Tally the lines in the following entries that include the word "main"; state only the total.

[Dataset entries]
# # # # # # #

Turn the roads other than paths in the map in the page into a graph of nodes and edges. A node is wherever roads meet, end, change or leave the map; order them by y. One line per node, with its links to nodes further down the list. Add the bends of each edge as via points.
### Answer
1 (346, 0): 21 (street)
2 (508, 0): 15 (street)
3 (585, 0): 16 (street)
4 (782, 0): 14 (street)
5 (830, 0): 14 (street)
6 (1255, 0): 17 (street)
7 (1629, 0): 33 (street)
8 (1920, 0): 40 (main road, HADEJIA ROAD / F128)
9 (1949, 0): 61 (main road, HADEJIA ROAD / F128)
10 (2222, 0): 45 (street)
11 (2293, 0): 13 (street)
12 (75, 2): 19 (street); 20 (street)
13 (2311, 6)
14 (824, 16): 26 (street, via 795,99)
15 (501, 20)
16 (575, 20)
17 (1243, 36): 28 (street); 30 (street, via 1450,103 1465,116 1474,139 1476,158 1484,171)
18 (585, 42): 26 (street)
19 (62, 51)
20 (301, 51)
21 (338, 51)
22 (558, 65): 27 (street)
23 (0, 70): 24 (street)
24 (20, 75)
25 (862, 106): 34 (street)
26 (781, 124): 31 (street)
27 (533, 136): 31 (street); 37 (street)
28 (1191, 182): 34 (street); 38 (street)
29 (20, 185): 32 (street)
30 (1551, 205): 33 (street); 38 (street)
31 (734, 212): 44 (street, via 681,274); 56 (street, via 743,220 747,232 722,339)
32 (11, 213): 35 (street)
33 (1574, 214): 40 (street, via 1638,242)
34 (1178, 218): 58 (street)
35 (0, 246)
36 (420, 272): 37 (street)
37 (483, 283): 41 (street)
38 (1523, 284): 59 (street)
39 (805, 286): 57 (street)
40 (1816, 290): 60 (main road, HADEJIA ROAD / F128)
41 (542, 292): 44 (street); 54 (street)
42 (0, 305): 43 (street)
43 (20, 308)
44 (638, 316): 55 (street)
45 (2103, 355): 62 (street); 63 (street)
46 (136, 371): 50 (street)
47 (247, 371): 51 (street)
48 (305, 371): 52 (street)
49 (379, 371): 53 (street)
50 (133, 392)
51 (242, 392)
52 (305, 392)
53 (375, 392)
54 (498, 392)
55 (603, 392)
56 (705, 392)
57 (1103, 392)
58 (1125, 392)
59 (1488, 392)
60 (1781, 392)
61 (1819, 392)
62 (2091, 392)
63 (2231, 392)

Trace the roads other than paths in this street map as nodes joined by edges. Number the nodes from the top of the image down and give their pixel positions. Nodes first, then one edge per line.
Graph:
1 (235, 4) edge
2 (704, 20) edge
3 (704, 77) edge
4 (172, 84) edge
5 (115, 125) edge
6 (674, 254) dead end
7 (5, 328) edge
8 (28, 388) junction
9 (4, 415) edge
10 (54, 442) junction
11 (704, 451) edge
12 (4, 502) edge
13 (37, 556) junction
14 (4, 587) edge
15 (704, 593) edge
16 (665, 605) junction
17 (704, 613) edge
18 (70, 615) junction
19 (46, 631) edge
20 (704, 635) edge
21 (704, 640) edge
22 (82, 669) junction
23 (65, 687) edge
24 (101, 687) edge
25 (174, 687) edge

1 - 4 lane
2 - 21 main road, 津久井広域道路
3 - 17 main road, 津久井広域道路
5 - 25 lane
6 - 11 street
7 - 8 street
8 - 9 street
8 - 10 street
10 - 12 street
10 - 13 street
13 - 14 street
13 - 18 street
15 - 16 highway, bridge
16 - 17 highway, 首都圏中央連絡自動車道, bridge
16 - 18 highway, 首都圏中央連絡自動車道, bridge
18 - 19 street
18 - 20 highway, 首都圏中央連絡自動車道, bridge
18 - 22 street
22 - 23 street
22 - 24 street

# # # # # # #

Final answer
5